Reputation: 299
Improving upon this question which provided a clever solution for applying a function over multiple columns in a DataFrame, I'm wondering if the solution can be further optimized for speed.
Environment: Python 2.7.8, Pandas 14.1, Numpy 1.8.
Here's the example setup:
import pandas as pd
import numpy as np
import random
def meanmax(ii,df):
xdf = df.iloc[map(int,ii)]
n = max(xdf['A']) + max(xdf['B'])
return n / 2.0
df = pd.DataFrame(np.random.randn(2500,2)/10000,
index=pd.date_range('2001-01-01',periods=2500),
columns=['A','B'])
df['ii'] = range(len(df))
res = pd.rolling_apply(df.ii, 26, lambda x: meanmax(x, df))
Note that the meanmax
function is not pairwise, thus something like rolling_mean(df['A'] + df['B'],26)
won't work.
However I can do something like:
res2 = (pd.rolling_max(df['A'],26) + pd.rolling_max(df['B'],26)) / 2
Which completes roughly 3000x faster:
%timeit res = pd.rolling_apply(df.ii, 26, lambda x: meanmax(x, df))
1 loops, best of 3: 1 s per loop
%timeit res2 = (pd.rolling_max(df['A'],26) + pd.rolling_max(df['B'],26)) / 2
1000 loops, best of 3: 325 µs per loop
Is there anything better/equivalent than the second option above, given the example function and using rolling_apply
? While the second option is faster, it doesn't use a rolling_apply
, which can be applied to a wider problem set
Edit: Performance timing correction
Upvotes: 3
Views: 5786
Reputation: 353059
You won't be able to get down to rolling_max
speed, but you can often shave off an order of magnitude or so by dropping down to numpy
via .values
:
def meanmax_np(ii, df):
ii = ii.astype(int)
n = df["A"].values[ii].max() + df["B"].values[ii].max()
return n/2.0
gives me
>>> %timeit res = pd.rolling_apply(df.ii, 26, lambda x: meanmax(x, df))
1 loops, best of 3: 701 ms per loop
>>> %timeit res_np = pd.rolling_apply(df.ii, 26, lambda x: meanmax_np(x, df))
10 loops, best of 3: 31.2 ms per loop
>>> %timeit res2 = (pd.rolling_max(df['A'],26) + pd.rolling_max(df['B'],26)) / 2
1000 loops, best of 3: 247 µs per loop
which though still 100x slower than the optimized case is much faster than the original.

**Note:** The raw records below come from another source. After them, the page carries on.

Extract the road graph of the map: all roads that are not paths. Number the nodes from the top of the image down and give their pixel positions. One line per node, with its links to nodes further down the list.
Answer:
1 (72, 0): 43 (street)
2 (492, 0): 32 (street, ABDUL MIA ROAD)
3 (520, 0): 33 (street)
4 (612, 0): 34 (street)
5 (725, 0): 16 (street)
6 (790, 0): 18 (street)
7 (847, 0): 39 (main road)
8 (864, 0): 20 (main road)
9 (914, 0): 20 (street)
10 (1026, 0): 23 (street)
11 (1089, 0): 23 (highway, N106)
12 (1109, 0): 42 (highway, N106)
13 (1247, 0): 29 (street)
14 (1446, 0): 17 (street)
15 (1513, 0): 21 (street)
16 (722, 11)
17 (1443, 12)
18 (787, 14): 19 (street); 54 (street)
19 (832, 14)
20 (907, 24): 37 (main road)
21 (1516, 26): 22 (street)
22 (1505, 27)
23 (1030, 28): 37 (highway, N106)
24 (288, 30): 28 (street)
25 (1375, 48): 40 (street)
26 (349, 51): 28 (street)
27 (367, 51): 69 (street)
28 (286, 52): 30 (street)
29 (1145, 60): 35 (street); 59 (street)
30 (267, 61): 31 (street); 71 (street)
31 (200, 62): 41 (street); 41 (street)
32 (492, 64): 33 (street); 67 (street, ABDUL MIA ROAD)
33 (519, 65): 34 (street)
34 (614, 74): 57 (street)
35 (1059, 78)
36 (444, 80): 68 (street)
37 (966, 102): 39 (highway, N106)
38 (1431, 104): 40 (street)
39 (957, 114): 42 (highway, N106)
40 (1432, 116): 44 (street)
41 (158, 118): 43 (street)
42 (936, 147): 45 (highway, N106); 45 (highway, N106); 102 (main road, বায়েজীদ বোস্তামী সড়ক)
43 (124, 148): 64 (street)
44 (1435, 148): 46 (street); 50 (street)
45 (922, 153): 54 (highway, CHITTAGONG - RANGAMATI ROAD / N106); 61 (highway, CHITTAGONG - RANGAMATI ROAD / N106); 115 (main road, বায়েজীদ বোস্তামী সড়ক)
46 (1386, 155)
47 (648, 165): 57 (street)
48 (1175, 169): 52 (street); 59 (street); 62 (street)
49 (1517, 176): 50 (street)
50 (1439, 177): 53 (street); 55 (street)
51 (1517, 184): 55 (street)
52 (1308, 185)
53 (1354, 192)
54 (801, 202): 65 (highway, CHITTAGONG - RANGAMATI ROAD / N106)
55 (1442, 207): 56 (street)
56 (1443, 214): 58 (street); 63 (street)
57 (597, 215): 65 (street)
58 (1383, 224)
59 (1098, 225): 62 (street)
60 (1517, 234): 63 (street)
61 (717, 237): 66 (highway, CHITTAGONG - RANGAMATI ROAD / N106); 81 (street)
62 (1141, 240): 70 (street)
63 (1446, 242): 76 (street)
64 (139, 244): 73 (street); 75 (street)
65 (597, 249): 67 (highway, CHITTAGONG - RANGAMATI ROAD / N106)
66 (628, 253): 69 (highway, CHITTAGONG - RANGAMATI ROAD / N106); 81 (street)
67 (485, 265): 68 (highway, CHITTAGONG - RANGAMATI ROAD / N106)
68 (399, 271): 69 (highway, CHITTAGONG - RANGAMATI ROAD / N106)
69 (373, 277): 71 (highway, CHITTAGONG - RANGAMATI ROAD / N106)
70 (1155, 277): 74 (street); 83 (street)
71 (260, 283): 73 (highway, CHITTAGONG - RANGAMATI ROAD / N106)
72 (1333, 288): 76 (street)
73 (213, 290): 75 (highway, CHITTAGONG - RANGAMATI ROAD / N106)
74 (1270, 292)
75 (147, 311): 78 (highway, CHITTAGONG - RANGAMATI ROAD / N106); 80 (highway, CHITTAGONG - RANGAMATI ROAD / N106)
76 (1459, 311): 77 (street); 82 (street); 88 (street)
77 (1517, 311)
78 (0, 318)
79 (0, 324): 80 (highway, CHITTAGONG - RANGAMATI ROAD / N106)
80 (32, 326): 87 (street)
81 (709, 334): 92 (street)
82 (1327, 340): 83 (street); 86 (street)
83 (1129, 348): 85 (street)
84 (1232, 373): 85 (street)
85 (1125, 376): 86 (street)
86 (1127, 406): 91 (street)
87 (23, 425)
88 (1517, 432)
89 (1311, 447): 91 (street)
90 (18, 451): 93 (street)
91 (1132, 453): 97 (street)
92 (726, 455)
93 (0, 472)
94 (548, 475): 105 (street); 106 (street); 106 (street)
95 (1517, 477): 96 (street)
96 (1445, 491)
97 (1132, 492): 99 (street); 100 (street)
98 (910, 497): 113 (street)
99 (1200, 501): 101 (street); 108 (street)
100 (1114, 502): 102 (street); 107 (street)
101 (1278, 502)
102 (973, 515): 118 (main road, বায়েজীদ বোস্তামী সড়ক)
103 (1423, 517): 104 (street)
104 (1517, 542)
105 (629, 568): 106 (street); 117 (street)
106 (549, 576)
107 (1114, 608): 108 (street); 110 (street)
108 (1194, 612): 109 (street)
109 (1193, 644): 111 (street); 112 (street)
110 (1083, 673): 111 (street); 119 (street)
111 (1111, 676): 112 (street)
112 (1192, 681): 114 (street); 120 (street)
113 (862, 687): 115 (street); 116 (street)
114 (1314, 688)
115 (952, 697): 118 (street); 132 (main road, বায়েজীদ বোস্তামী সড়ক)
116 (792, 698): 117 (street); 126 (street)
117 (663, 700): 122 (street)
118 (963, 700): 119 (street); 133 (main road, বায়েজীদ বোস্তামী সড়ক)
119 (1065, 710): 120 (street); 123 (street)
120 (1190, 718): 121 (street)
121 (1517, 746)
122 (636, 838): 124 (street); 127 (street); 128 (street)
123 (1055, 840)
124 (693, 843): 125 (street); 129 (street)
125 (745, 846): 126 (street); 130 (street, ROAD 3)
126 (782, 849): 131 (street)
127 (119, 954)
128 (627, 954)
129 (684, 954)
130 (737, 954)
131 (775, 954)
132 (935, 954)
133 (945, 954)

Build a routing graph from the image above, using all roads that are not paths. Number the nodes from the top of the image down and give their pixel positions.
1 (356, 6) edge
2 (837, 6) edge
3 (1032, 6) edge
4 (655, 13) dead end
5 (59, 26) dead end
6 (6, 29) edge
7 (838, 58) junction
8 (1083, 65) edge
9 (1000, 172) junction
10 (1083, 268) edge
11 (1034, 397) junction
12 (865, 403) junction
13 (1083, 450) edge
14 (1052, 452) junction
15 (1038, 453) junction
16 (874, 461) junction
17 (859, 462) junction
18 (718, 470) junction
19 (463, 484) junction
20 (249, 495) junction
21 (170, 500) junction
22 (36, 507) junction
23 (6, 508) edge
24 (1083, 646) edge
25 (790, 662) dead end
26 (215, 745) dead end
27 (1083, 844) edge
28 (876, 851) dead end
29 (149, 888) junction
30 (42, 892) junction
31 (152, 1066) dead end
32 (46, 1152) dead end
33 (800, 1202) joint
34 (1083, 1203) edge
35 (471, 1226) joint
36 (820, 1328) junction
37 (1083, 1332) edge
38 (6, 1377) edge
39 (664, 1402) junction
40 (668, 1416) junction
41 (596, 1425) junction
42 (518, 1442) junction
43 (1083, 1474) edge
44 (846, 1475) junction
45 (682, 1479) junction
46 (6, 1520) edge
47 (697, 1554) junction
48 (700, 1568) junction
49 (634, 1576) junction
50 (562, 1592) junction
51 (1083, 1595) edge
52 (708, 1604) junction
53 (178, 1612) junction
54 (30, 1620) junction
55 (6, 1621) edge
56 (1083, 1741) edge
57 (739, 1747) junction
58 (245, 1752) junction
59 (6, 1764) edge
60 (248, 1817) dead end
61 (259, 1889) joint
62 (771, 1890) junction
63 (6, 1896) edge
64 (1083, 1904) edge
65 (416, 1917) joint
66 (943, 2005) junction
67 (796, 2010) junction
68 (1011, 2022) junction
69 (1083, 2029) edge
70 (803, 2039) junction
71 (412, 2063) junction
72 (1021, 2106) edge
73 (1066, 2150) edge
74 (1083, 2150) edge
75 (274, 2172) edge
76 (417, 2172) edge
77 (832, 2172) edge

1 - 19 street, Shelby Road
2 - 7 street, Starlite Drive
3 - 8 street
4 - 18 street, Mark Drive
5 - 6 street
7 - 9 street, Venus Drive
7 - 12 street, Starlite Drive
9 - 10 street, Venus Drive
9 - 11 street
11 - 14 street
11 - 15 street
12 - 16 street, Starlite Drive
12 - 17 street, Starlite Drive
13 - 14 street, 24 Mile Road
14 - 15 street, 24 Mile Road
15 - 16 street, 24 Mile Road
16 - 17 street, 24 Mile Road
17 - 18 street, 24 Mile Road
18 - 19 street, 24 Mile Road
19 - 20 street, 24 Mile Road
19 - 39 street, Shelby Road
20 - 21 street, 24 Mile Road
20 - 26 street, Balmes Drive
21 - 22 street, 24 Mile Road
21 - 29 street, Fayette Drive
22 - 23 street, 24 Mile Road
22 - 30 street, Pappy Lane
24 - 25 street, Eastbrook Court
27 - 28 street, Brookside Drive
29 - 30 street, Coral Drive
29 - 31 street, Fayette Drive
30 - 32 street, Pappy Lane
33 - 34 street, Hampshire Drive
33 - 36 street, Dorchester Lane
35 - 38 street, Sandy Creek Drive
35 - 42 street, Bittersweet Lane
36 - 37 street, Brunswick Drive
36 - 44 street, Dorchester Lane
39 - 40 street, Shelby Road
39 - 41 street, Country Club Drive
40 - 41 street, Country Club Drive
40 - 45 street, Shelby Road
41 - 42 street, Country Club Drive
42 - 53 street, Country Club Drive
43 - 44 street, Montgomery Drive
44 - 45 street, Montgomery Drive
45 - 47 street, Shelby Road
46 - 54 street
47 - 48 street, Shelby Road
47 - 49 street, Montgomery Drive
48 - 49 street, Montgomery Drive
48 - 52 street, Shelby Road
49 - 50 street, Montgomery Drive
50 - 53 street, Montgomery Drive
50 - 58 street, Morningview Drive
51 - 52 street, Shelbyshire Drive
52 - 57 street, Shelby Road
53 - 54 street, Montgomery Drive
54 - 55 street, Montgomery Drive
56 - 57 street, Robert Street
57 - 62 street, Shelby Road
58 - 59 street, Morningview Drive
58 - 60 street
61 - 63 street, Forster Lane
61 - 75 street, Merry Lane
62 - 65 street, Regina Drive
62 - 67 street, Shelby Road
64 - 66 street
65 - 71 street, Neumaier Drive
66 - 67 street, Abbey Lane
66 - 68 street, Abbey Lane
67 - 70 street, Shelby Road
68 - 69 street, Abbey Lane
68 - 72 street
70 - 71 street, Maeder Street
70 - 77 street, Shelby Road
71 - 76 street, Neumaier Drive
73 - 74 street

Sometimes when I only need something to be ten times faster for it not to be the dominant timesink that suffices.
Upvotes: 3
Reputation: 67427
Computing a generic rolling function over an array of size n
with a window of size m
requires roughly O(n*m)
time. The built in rollin_xxx
methods use some pretty smart algorithms to keep running time well below that, and can often guarantee O(n)
time, which if you think of it is a pretty impressive thing.
rolling_min
and rolling_max
in particular borrowed their implementation from bottleneck, which cites Richard Harter as the source of the algorithm, although I found what I think is an earlier description of the same algorithm in this paper.
So after the history lesson: it is very likely that you will not be able to have your cake an eat it. rolling_apply
is very convenient, but it is almost always going to sacrifice performance against a specific algorithm. In my experience, one of the more enjoyable parts of using the Python scientific stack is coming up with efficient ways of doing computations, using the fast primitives provided in creative ways. Your own solution calling rolling_max
twice is a good example of this. So relax and enjoy the ride, knowing that you will always have rolling_apply
to fall back on if you, or the good people of SO, cannot come with a smarter solution.
Upvotes: 6